За неделю, пока штаб стоял под Уманью, они ходили в странную усадьбу еще несколько раз. Опять были чаепития и вздохи по поводу ужасной войны, но главное, конечно, картины.
В двадцатых числах марта Алеша забежал в усадьбу один. Федотов был занят. Как рядовой он нес патрульную службу.
Матильда Константиновна, как всегда, была любезна, а Светлана не скрывала радости:
— Как хорошо, Алексей Михайлович, что вы пришли одни!
И она чуть приподнялась на цыпочках и неожиданно чмокнула его в щеку.
Алеша смутился.
— Светочка у нас влюбчивая, — пошутила Матильда Константиновна. — Берегитесь, Алексей Михайлович!
Пили чай, как всегда, в комнате с книгами, при свечах.
— А у меня, да и у нас радость, — словно вспомнила Матильда Константиновна. — Вот смотрите, Володя прислал.
И она протянула письмо сына Алеше.
Он смущенно вертел обычный фронтовой треугольник.

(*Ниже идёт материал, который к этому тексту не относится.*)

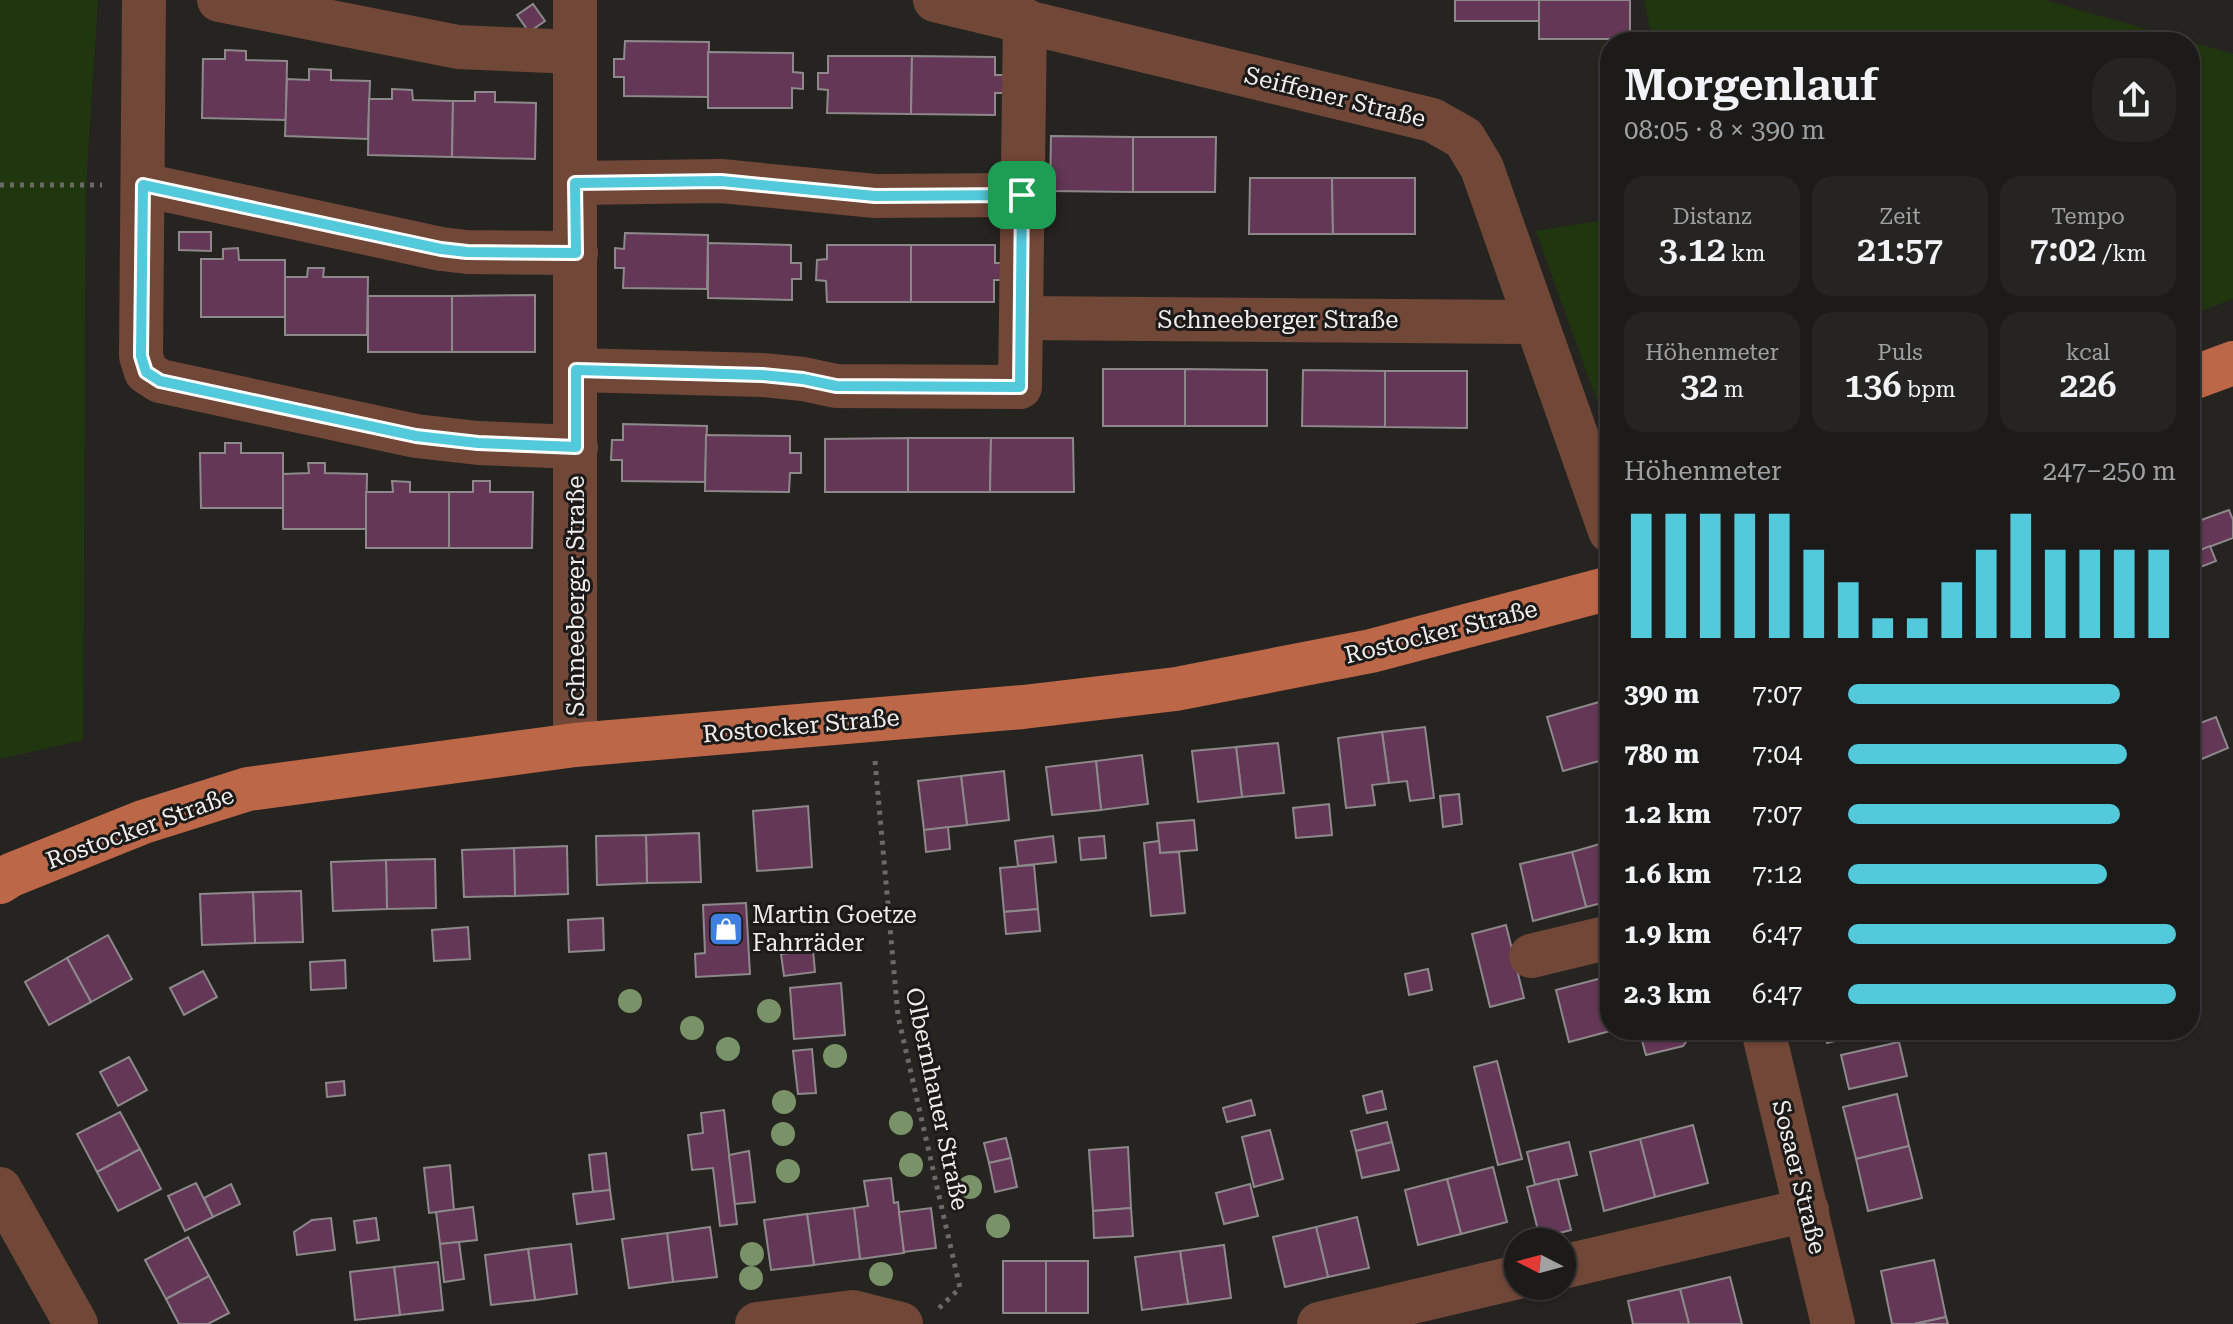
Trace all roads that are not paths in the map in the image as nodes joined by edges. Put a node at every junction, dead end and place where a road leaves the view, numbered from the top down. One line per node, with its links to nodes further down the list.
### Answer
1 (144, 0): 8 (street, Schneeberger Straße)
2 (219, 0): 6 (street)
3 (575, 0): 6 (street, Schneeberger Straße)
4 (935, 0): 5 (street, Seiffener Straße)
5 (1025, 20): 9 (street); 12 (street, Seiffener Straße)
6 (575, 52): 7 (street, Schneeberger Straße)
7 (575, 183): 9 (street); 10 (street, Schneeberger Straße)
8 (143, 185): 10 (street); 16 (street, Schneeberger Straße)
9 (1022, 195): 11 (street)
10 (576, 253): 14 (street, Schneeberger Straße)
11 (1021, 318): 12 (street, Schneeberger Straße); 14 (street)
12 (1535, 322): 17 (street, Seiffener Straße)
13 (2233, 363): 15 (main road)
14 (576, 370): 16 (street, Schneeberger Straße)
15 (2200, 375)
16 (576, 447): 19 (street, Schneeberger Straße)
17 (1600, 503)
18 (1600, 591): 19 (main road, Rostocker Straße)
19 (575, 745): 20 (main road, Rostocker Straße)
20 (0, 882)
21 (1600, 939): 22 (street)
22 (1531, 956)
23 (1765, 1040): 25 (street, Sosaer Straße)
24 (0, 1189): 29 (street)
25 (1807, 1210): 26 (street); 32 (street, Sosaer Straße)
26 (1576, 1264)
27 (1504, 1280): 31 (street)
28 (916, 1320): 30 (street)
29 (76, 1324)
30 (757, 1324)
31 (1319, 1324)
32 (1833, 1324)

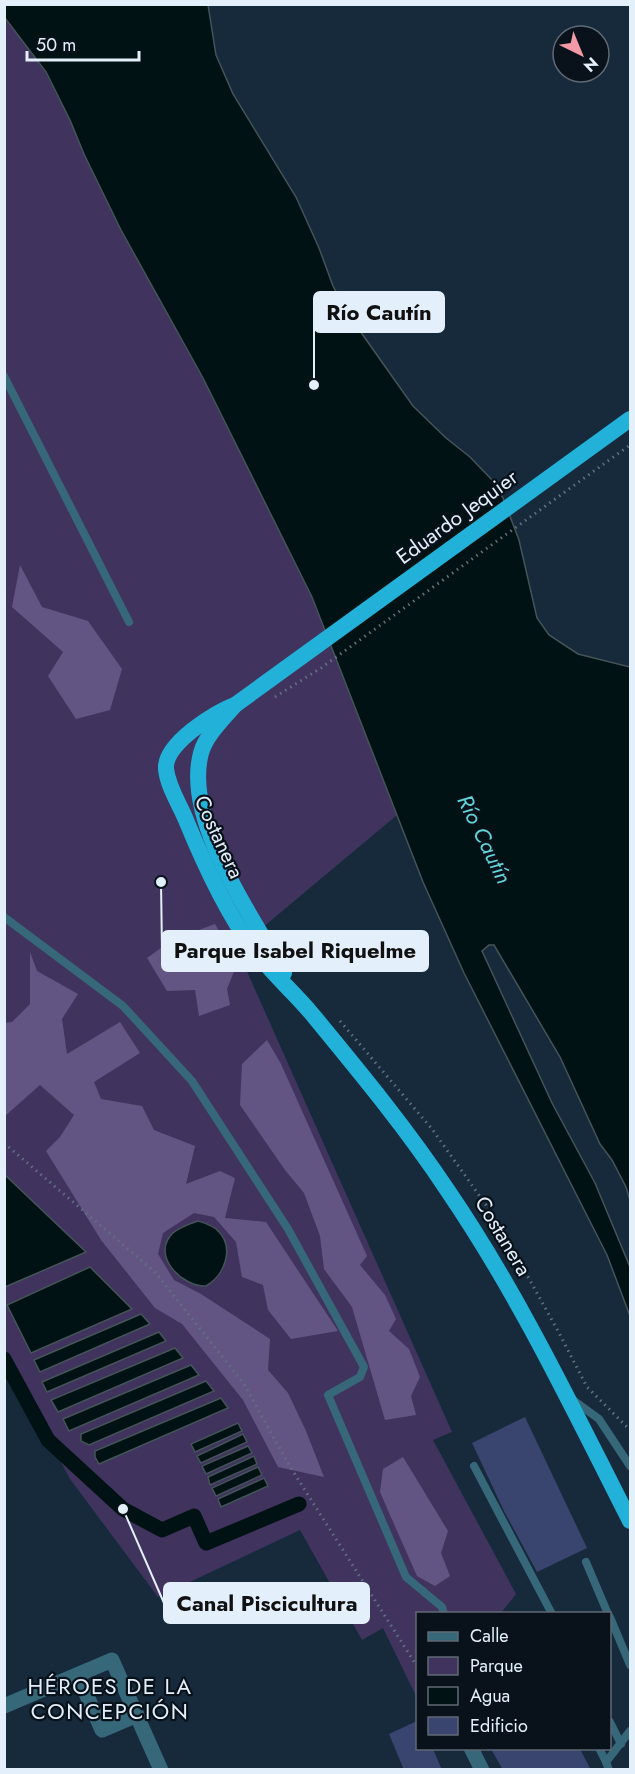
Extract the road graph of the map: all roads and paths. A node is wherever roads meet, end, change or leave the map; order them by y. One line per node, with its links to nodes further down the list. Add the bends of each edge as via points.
1 (4, 376): 4 (lane)
2 (630, 419): 5 (highway, Eduardo Jequier)
3 (630, 445): 6 (path, via 321,668)
4 (129, 622)
5 (310, 650): 7 (highway, Costanera)
6 (267, 702)
7 (235, 705): 9 (highway, Costanera, via 201,751 201,811 236,889); 9 (highway, Costanera, via 223,709 181,740 168,756 165,768 217,886 240,927 252,947)
8 (4, 917): 16 (lane, via 123,1006 192,1081 288,1230 364,1367 360,1377 328,1395 405,1577)
9 (299, 999): 11 (highway, Costanera, via 447,1189 492,1258)
10 (4, 1143): 21 (path, via 155,1272 244,1384 289,1465)
11 (566, 1395): 13 (lane, via 599,1419); 14 (highway, Costanera)
12 (474, 1466): 17 (lane)
13 (630, 1466)
14 (630, 1521)
15 (586, 1562): 18 (lane)
16 (443, 1612)
17 (551, 1612)
18 (608, 1612)
19 (611, 1620): 20 (lane)
20 (630, 1665)
21 (416, 1666)
22 (78, 1675): 23 (street); 24 (street, via 112,1660); 24 (street, via 102,1730)
23 (4, 1706)
24 (136, 1715): 31 (street)
25 (611, 1726): 27 (lane)
26 (630, 1731): 27 (lane)
27 (621, 1744): 30 (lane)
28 (472, 1750): 32 (street)
29 (600, 1750): 30 (lane)
30 (608, 1766)
31 (161, 1770)
32 (482, 1770)

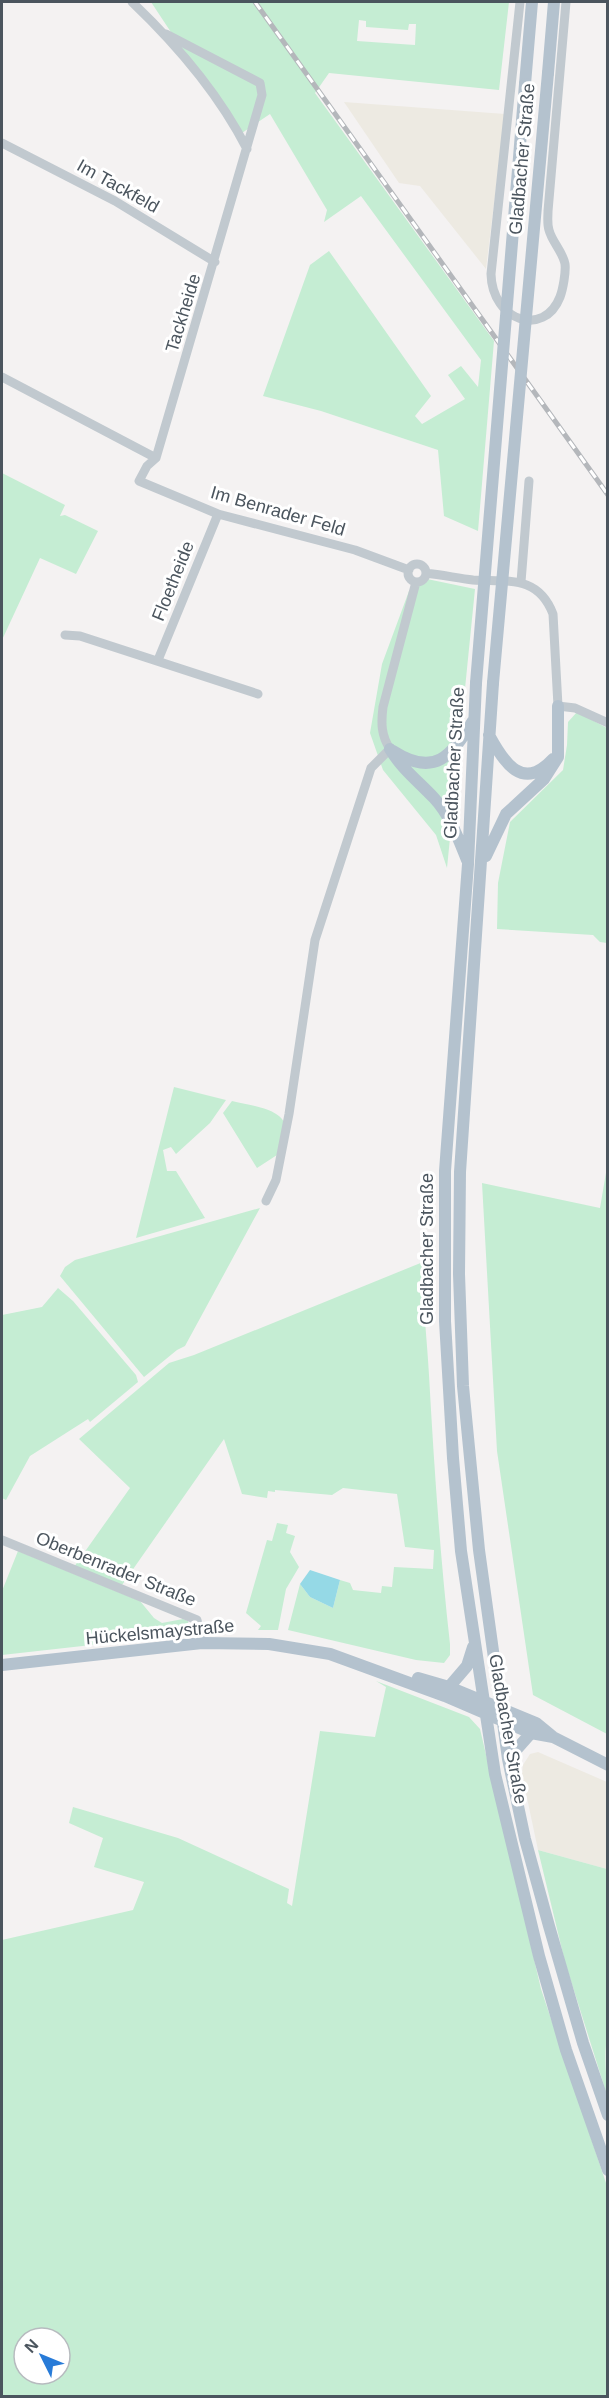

— Да вы читайте, читайте, не смущайтесь, Алексей Михайлович, — говорила Матильда Константиновна.
«Милая мамочка и сестричка! Судя по сводкам, вас уже освободили, и я спешу написать вам. Срочно ответьте, как вы, как пережили страшное время оккупации. У меня все нормально. Наступаем. Скоро будем в Берлине, — читал Алеша. — За всю войну я был дважды несерьезно ранен, Где наш отец? У меня давно с ним потеряна связь…»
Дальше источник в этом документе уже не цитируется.